Pour la psychologue, tout cela revient à créer des problèmes de santé publique à long terme, dont on ne mesure pas les conséquences. « Ce sont des enfants qui perdent leurs compétences sociales. Ce sont des enfants agressifs, hyper actifs ou déprimés. Ce sont des enfants sédentaires, addict aux écrans, obèses. C’est-à-dire qu’on est en train de leur prescrire tout ce pour quoi il y a quelques années on faisait des campagnes de prévention. On est dans une injonction paradoxale et depuis l’année dernière, notre société toute entière se comporte comme une famille maltraitante. Et quand je parle d’injonction paradoxale, c’est « pour être un bon citoyen, tu dois te taire, tu ne dois pas montrer ton visage, tu ne dois pas sortir de la maison, tu ne dois pas faire de sport, tu ne dois pas parler avec tes copains, en gros tu ne sors pas de chez papa et maman. Comment on va en faire des adultes ? » interroge-t-elle.

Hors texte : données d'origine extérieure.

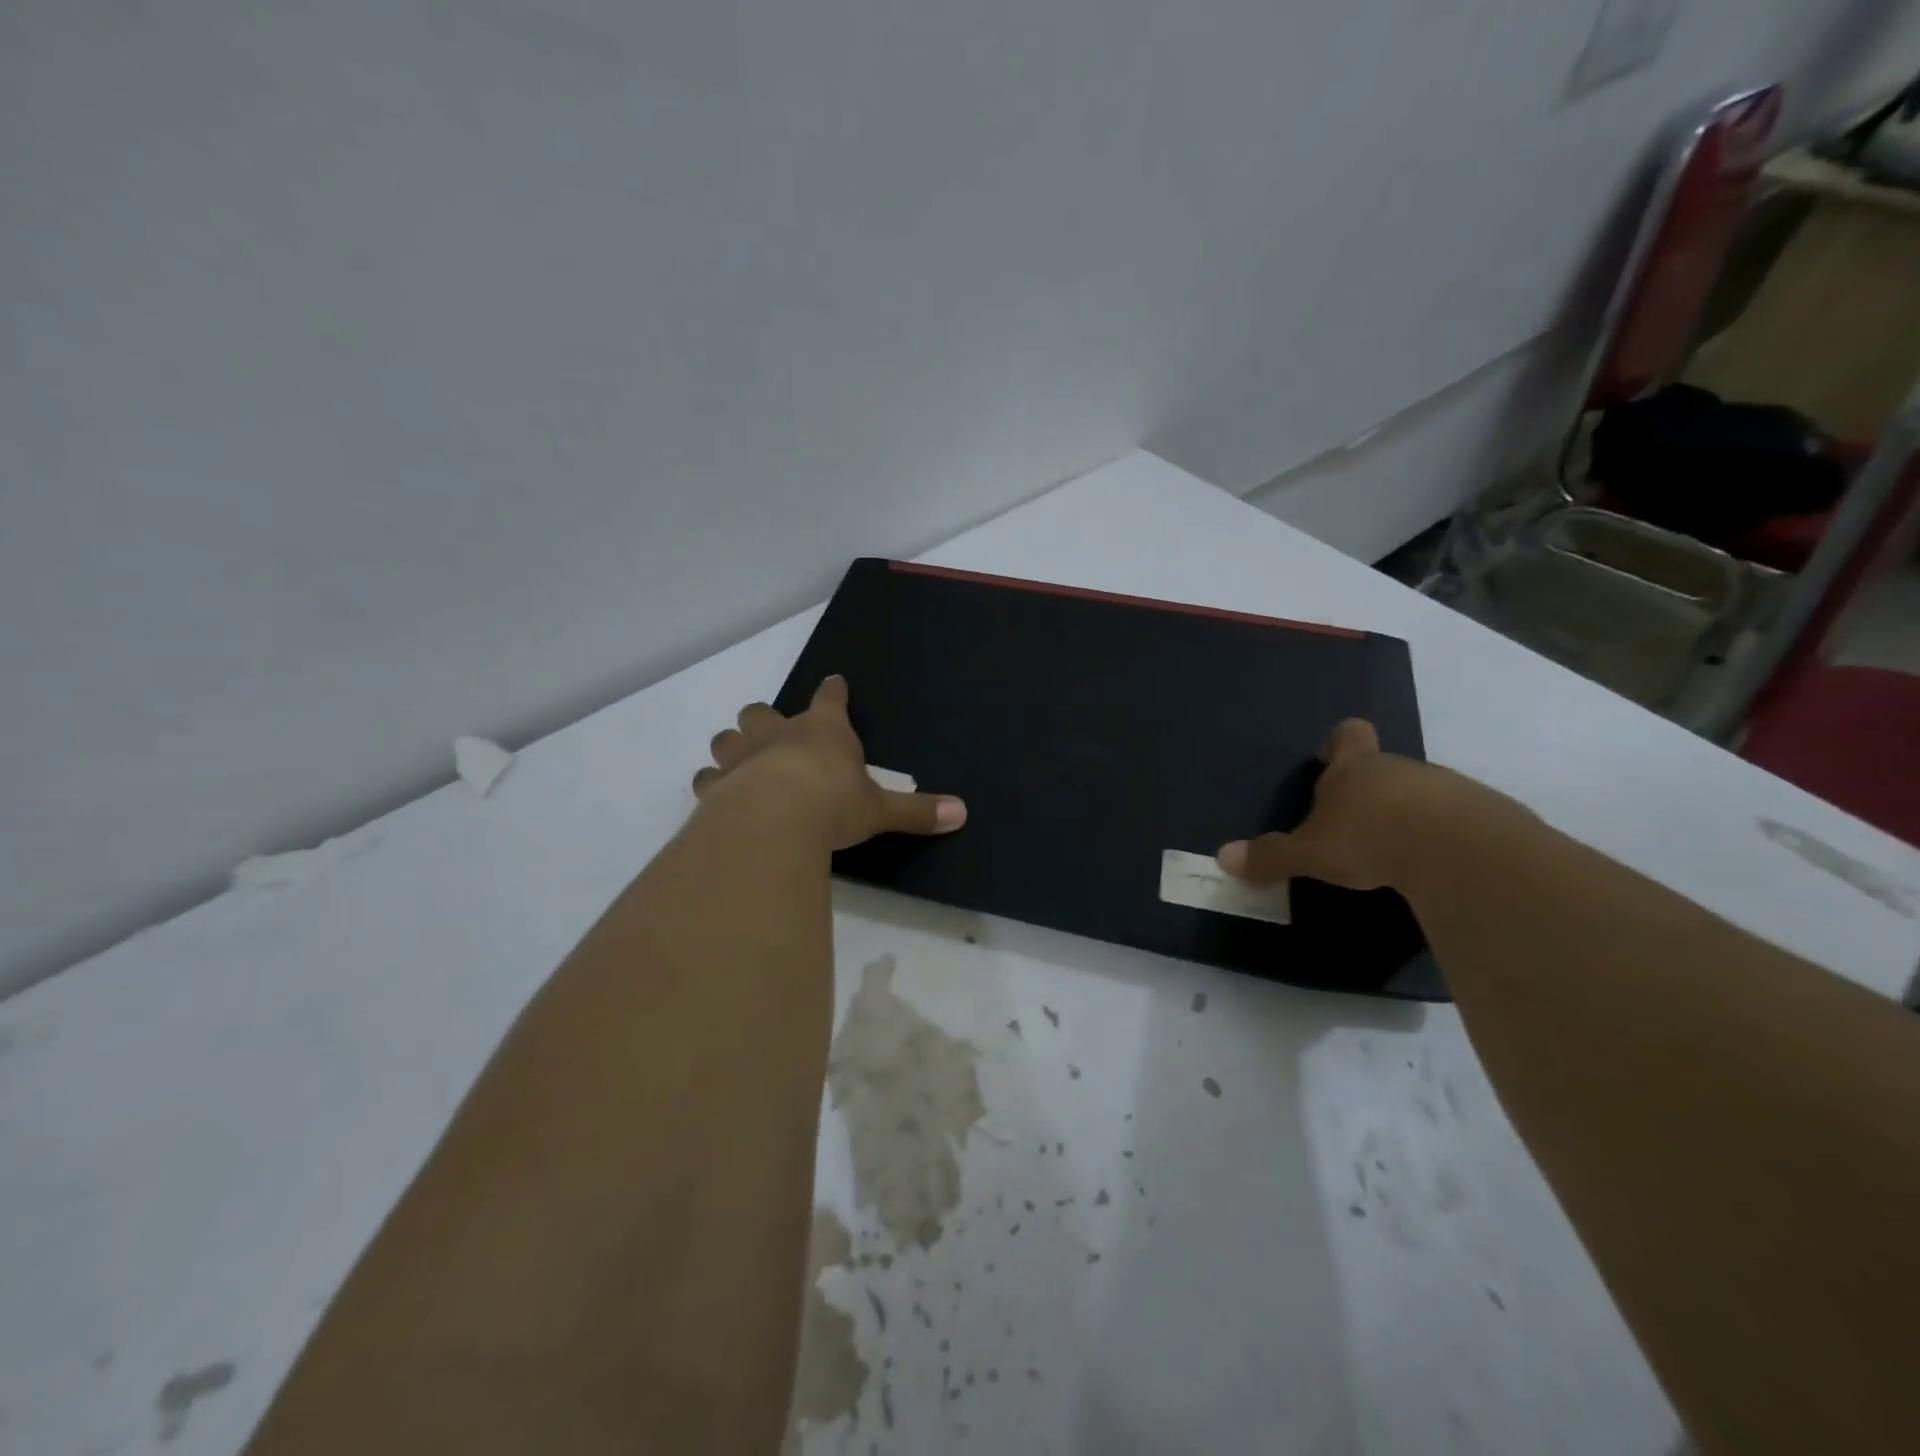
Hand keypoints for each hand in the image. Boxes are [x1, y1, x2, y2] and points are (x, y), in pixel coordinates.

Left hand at [693, 676, 967, 849]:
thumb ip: (916, 811)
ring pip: (728, 738)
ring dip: (734, 747)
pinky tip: (719, 796)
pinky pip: (707, 778)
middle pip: (762, 712)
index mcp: (823, 731)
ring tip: (741, 763)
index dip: (833, 691)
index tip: (834, 683)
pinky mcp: (715, 786)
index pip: (830, 698)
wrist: (774, 820)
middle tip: (773, 735)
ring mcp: (742, 757)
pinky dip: (713, 784)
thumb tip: (963, 813)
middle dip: (766, 720)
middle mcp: (778, 734)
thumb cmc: (833, 804)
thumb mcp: (880, 810)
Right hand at [1215, 719, 1476, 891]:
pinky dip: (1439, 837)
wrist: (1460, 852)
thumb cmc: (1370, 838)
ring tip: (1392, 851)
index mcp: (1355, 767)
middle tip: (1350, 824)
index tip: (1327, 760)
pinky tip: (1431, 865)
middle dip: (1367, 790)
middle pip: (1381, 766)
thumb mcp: (1310, 853)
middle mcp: (1400, 767)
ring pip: (1418, 793)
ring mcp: (1446, 788)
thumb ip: (1270, 856)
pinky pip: (1454, 820)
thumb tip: (1223, 858)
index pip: (1347, 734)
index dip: (1336, 743)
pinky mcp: (1483, 816)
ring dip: (1405, 814)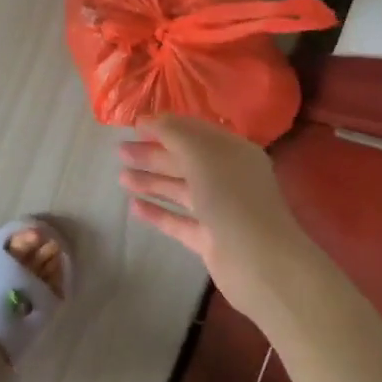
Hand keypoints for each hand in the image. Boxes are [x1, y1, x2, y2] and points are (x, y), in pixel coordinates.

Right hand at [119, 113, 311, 320]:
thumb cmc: (231, 197)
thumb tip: (147, 119)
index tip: (134, 125)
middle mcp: (228, 177)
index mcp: (233, 152)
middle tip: (120, 151)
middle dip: (153, 154)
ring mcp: (220, 210)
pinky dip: (158, 212)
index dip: (165, 126)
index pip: (195, 131)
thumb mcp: (200, 152)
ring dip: (152, 181)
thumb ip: (172, 132)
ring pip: (180, 190)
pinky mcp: (210, 239)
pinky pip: (179, 221)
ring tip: (121, 177)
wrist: (260, 262)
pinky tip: (133, 207)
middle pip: (185, 161)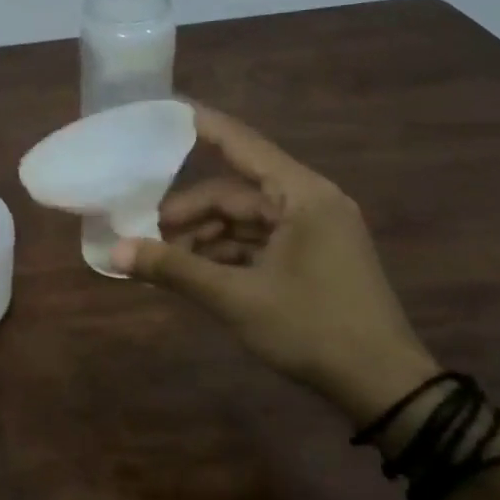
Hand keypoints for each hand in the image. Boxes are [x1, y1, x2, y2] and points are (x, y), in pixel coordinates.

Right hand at [111, 107, 434, 423]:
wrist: (385, 388)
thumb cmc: (312, 328)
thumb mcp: (236, 298)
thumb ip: (174, 270)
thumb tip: (115, 253)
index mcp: (302, 196)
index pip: (243, 145)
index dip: (203, 127)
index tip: (165, 111)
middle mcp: (310, 203)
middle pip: (235, 193)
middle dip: (189, 213)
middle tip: (145, 232)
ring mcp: (314, 233)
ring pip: (243, 221)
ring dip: (203, 237)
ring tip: (163, 260)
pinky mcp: (312, 259)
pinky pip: (257, 243)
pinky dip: (225, 254)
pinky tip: (193, 273)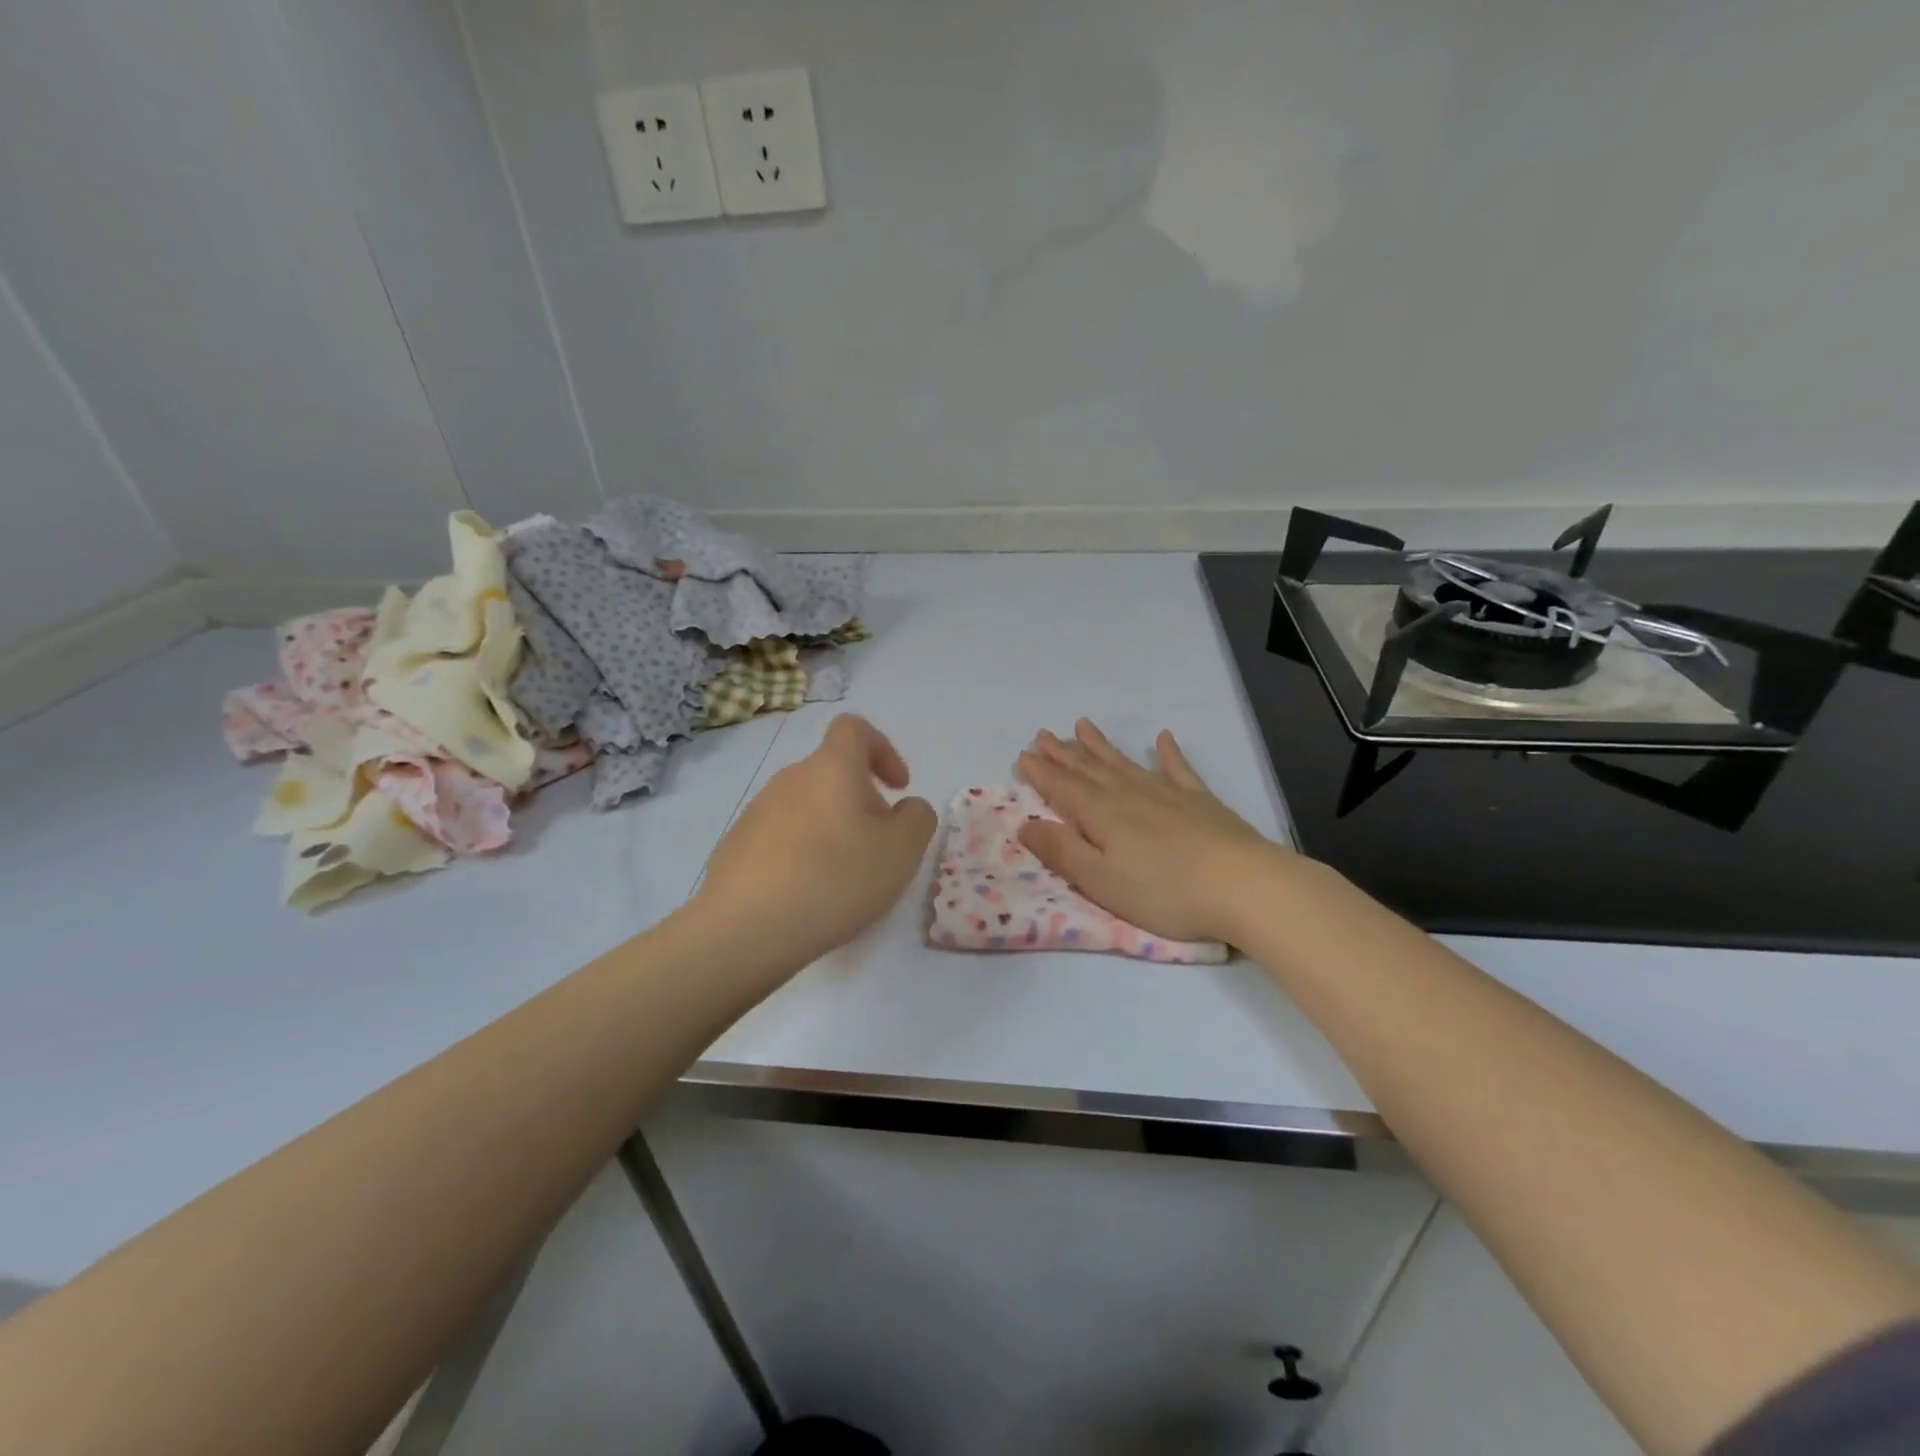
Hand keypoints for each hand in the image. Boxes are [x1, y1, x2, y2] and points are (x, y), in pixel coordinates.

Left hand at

Au-delà de la simple question de suivre des cours, de maîtriser des apprentissages et de passer des examens, on voit bien que le problème est autrement plus complexe. Face à la gravité et l’importance de cet enjeu, serons-nous capables de sortir de la binarité à laquelle on semble constamment vouloir nous réduire ? Certes, il n’est pas aisé pour les gouvernements de prendre des décisions face notamment à des parents qui un moment réclament à cor et à cris la fermeture des écoles et après manifestent pour réclamer leur réouverture. La situation est inédite. Loin de la politique de la sourde oreille et l’affrontement, ne mériterait-elle pas la mise en commun de toutes les connaissances, compétences, énergies ? Puisqu’il est là question, plus largement et crucialement, de savoir quels humains nous sommes en train de façonner…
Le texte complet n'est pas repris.